Nachhaltige Lösung: Wirtschaftliche Vorteile im Fertigungsprozess und höchste Effizienz bei der regenerativen Energiegewinnung
Werkstoffe von Waelzholz werden stets im Hinblick auf optimale Verarbeitungseigenschaften konzipiert und bieten damit für die Fertigungsprozesse der Kunden wirtschaftliche Vorteile. „Mit dem von uns gelieferten martensitisch vergüteten Bandstahl kann beispielsweise die kosten- und zeitintensive Stückvergütung bei unseren Kunden entfallen. Auch ein möglicher Härteverzug der einzelnen Teile durch die Stückvergütung kann im Hinblick auf die hohen Anforderungen an die Planheit mit unserem Werkstoff vermieden werden“, so Vertriebsmitarbeiter Dennis Domaschk.
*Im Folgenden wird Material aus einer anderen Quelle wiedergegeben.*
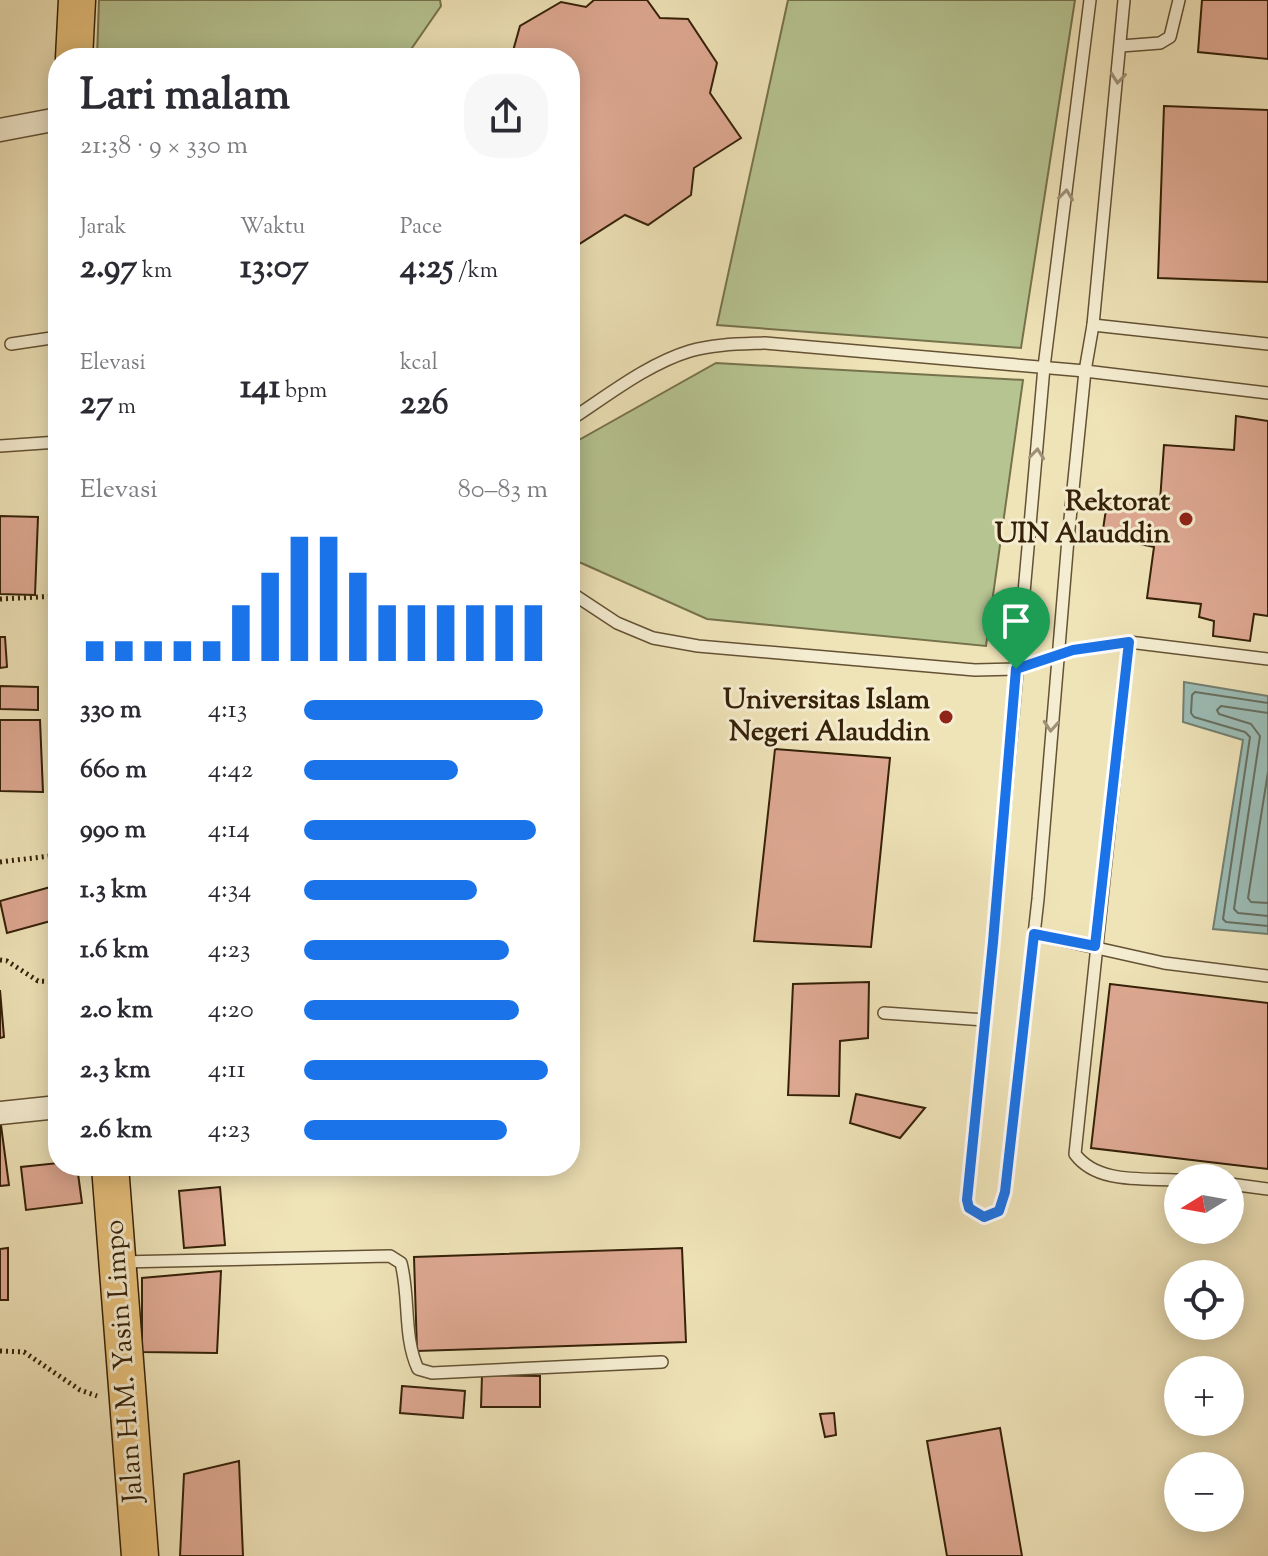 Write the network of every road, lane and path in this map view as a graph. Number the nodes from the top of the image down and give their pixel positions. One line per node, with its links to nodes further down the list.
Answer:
1 (77, 0): 6 (main road)
2 (1090, 0): 13 (lane, one-way to 2)
3 (1124, 0): 5 (lane)
4 (1179, 0): 5 (lane)
5 (1121, 46): 9 (lane, one-way to 9)
6 (75, 48)
7 (48, 121): 8 (street)
8 (0, 130)
9 (1093, 325): 12 (lane); 14 (lane)
10 (48, 338): 11 (lane)
11 (11, 344)
12 (1268, 344)
13 (1044, 367): 14 (lane); 16 (lane); 25 (lane, one-way to 13)
14 (1085, 371): 15 (lane); 23 (lane)
15 (1268, 393)
16 (580, 414)
17 (48, 443): 18 (lane)
18 (0, 446)
19 (48, 597): 20 (path)
20 (0, 599)
21 (580, 599): 25 (lane)
22 (1129, 642): 23 (lane); 24 (lane); 29 (lane)
23 (1057, 656): 25 (lane); 28 (lane, one-way to 28)
24 (1268, 659)
25 (1016, 669): 34 (lane)
26 (48, 856): 27 (path)
27 (0, 862)
28 (1034, 934): 29 (lane); 34 (lane)
29 (1095, 946): 31 (lane); 38 (lane)
30 (0, 960): 32 (path)
31 (1268, 976)
32 (48, 982)
33 (884, 1013): 34 (lane)
34 (985, 1020)
35 (48, 1108): 36 (street)
36 (0, 1113)
37 (111, 1176): 41 (main road, Jalan H.M. Yasin Limpo)
38 (1164, 1179)
39 (1244, 1186): 40 (lane)
40 (1268, 1189)
41 (116, 1262): 43 (lane); 44 (main road, Jalan H.M. Yasin Limpo)
42 (0, 1351): 44 (path)
43 (662, 1362)
44 (128, 1406): 45 (main road, Jalan H.M. Yasin Limpo)
45 (140, 1556) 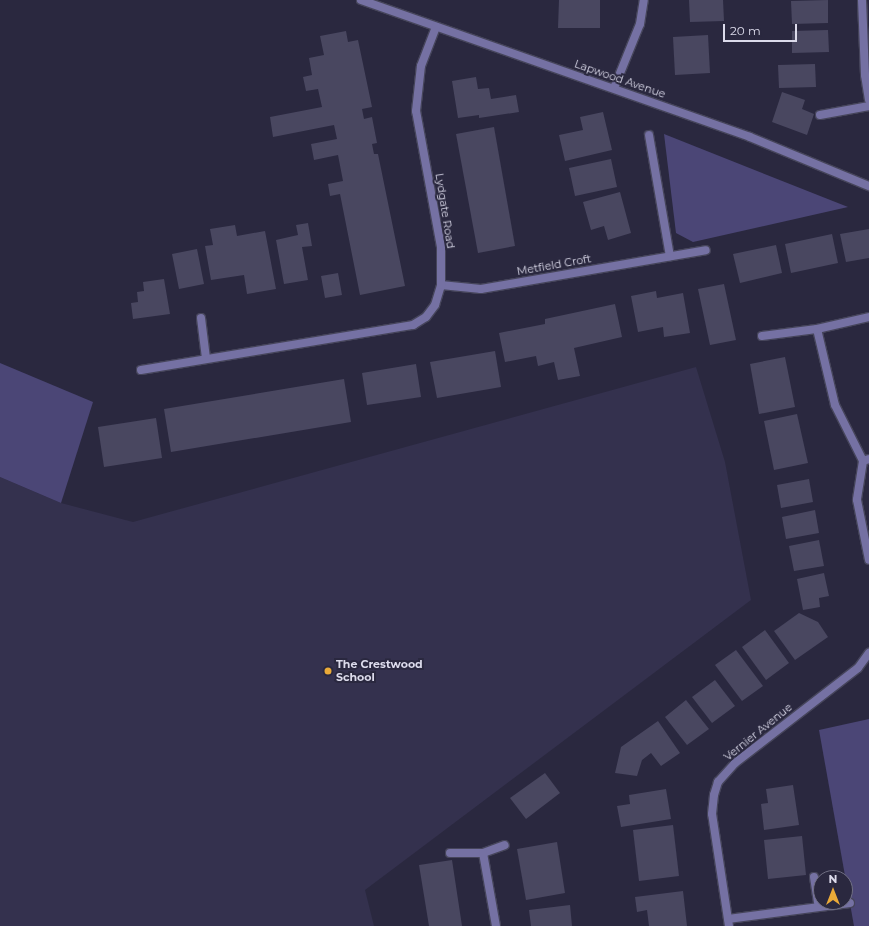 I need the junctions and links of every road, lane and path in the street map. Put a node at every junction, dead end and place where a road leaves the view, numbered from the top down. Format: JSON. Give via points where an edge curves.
{"nodes":[{"id":1,"x":361,"y":0,"type":"edge"},
{"id":2,"x":644,"y":0,"type":"edge"},
{"id":3,"x":864,"y":0,"type":"edge"},
{"id":4,"x":436,"y":27,"type":"junction"},
{"id":5,"x":614,"y":88,"type":"junction"},
{"id":6,"x":869,"y":100,"type":"edge"},
{"id":7,"x":869,"y":106,"type":"edge"},
{"id":8,"x":820,"y":115,"type":"dead end"},
{"id":9,"x":649,"y":135,"type":"dead end"},
{"id":10,"x":869,"y":186,"type":"edge"},
{"id":11,"x":706,"y":250,"type":"dead end"},
{"id":12,"x":670,"y":256,"type":"junction"},
{"id":13,"x":441,"y":285,"type":"junction"},
{"id":14,"x":869,"y":317,"type":"edge"},
{"id":15,"x":201,"y":318,"type":"dead end"},
{"id":16,"x":817,"y":329,"type":"junction"},
{"id":17,"x":762,"y":336,"type":"dead end"},
{"id":18,"x":206,"y":358,"type":"junction"},
{"id":19,"x":142,"y":370,"type":"dead end"},
{"id":20,"x":866,"y":460,"type":"edge"},
{"id":21,"x":869,"y":560,"type":"edge"},
{"id":22,"x":869,"y":653,"type":"edge"},
{"id":23,"x":505,"y":845,"type":"dead end"},
{"id":24,"x":450,"y":853,"type":"dead end"},
{"id":25,"x":483,"y":853,"type":"junction"},
{"id":26,"x":813,"y":908,"type":"edge"},
{"id":27,"x":729,"y":922,"type":"edge"},
{"id":28,"x":496,"y":926,"type":"edge"}],
"edges":[{"from":1,"to":4,"type":"street","name":"Lapwood Avenue"},
{"from":2,"to":5,"type":"street","via":[[640,24]]},
{"from":3,"to":6,"type":"street","via":[[865,75]]},
{"from":4,"to":5,"type":"street","name":"Lapwood Avenue"},
{"from":4,"to":13,"type":"street","name":"Lydgate Road","via":[[421,66],[416,111],[441,247]]},
{"from":5,"to":10,"type":"street","name":"Lapwood Avenue","via":[[750,137]]},
{"from":7,"to":8,"type":"street"},
{"from":9,"to":12,"type":"street"},
{"from":11,"to":12,"type":"street","name":"Metfield Croft"},
{"from":12,"to":13,"type":"street","name":"Metfield Croft","via":[[481,289]]},
{"from":13,"to":18,"type":"street","name":"Lydgate Road","via":[[435,305],[426,317],[413,325]]},
{"from":14,"to":16,"type":"street"},
{"from":15,"to":18,"type":"street"},
{"from":16,"to":17,"type":"street"},
{"from":16,"to":20,"type":"street","via":[[835,405]]},
{"from":18,"to":19,"type":"street","name":"Lydgate Road"},
{"from":20,"to":21,"type":"street","via":[[857,500]]},
{"from":22,"to":27,"type":"street","name":"Vernier Avenue","via":[[858,668],[735,763],[718,782],[712,814]]},
{"from":23,"to":25,"type":"street"},
{"from":24,"to":25,"type":"street"},
{"from":25,"to":28,"type":"street"},
{"from":26,"to":27,"type":"street"}]} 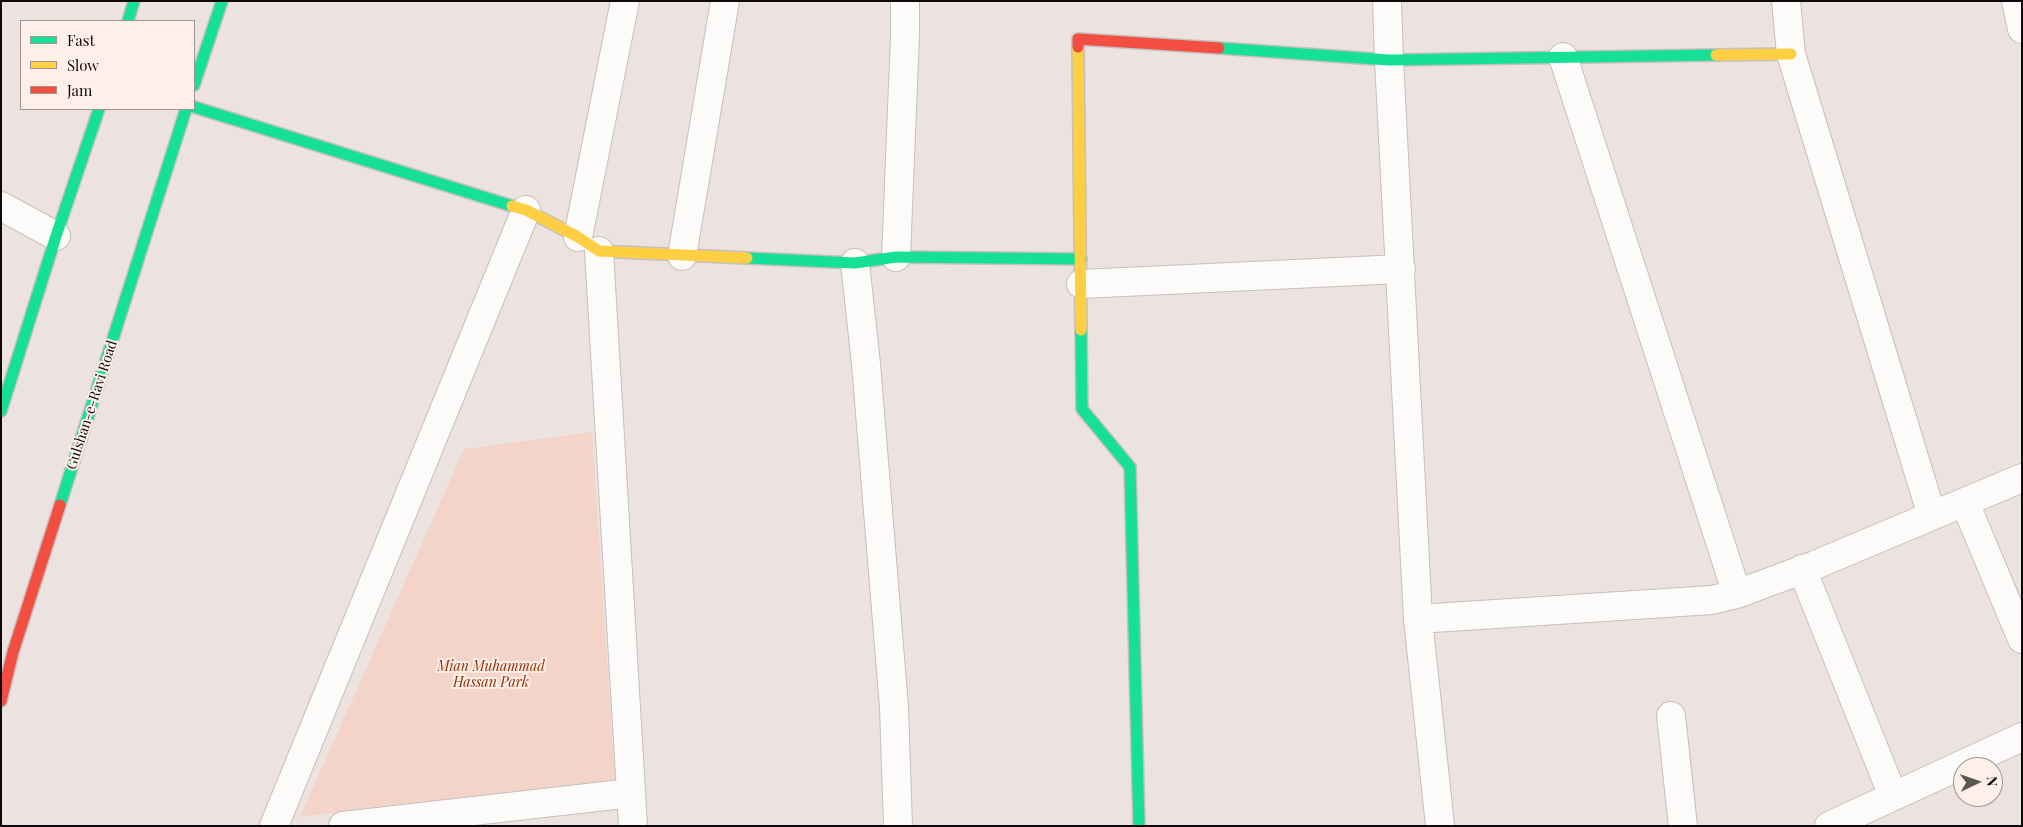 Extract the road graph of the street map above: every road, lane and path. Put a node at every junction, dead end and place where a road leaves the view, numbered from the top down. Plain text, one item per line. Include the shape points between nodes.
1 (134, 1) edge
2 (222, 1) edge
3 (625, 1) edge
4 (725, 1) edge
5 (905, 1) edge
6 (1388, 1) edge
7 (1786, 1) edge
8 (2016, 1) edge
9 (128, 20) edge
10 (2022, 29) edge
11 (1791, 54) junction
12 (1563, 57) junction
13 (1389, 60) junction
14 (195, 82) edge
15 (195, 107) edge
16 (99, 110) edge
17 (186, 110) edge
18 (1, 206) edge
19 (526, 210) junction
20 (56, 236) junction
21 (589, 244) junction
22 (682, 256) junction
23 (896, 257) junction
24 (855, 263) junction
25 (1401, 269) junction
26 (1081, 272) junction
27 (1, 411) edge
28 (2022, 478) edge
29 (1964, 503) junction
30 (1932, 516) junction
31 (1802, 569) junction
32 (1737, 594) junction
33 (1418, 619) junction
34 (2022, 639) edge
35 (1, 701) edge
36 (1671, 716) dead end
37 (2022, 737) edge
38 (631, 793) junction
39 (1892, 796) junction
40 (274, 826) edge
41 (343, 826) edge
42 (633, 826) edge
43 (898, 826) edge
44 (1139, 826) edge
45 (1440, 826) edge
46 (1683, 826) edge
47 (1829, 826) edge

1 - 9 street
2 - 14 street
3 - 21 street
4 - 22 street
5 - 23 street
6 - 13 street
7 - 11 street
8 - 10 street
11 - 12 street
11 - 30 street
12 - 13 street
12 - 32 street
13 - 25 street
13 - 26 street via 1078,40
15 - 19 street
16 - 20 street
17 - 35 street, Gulshan-e-Ravi Road via 13,652
18 - 20 street
19 - 21 street
19 - 40 street
20 - 27 street
21 - 22 street
21 - 38 street
22 - 24 street
23 - 24 street
23 - 26 street
24 - 43 street via 893,698
25 - 26 street
25 - 33 street
26 - 44 street via 1082,409 1130,467
28 - 29 street
29 - 30 street
29 - 34 street
30 - 31 street
31 - 32 street
31 - 39 street
32 - 33 street via 1712,600
33 - 45 street
36 - 46 street
37 - 39 street
38 - 41 street
38 - 42 street
39 - 47 street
„Anspruchsvolle Aufgaben unserer Kunden zu lösen, ist unsere Kernkompetenz“, berichtet Neumeyer. „So haben wir auch diesen Hochleistungswerkstoff optimal auf die individuellen Anforderungen der Windkraftindustrie ausgerichtet.“
Mit nachhaltigen Werkstoffkonzepten wie diesem kommen wir zudem unserem selbst gesteckten Ziel ein Stück näher: unsere Werkstoff-Expertise und unser Prozess-Know-how gezielt einzusetzen, um mit innovativen Werkstofflösungen für Zukunftsanwendungen die Energiewende zu begleiten.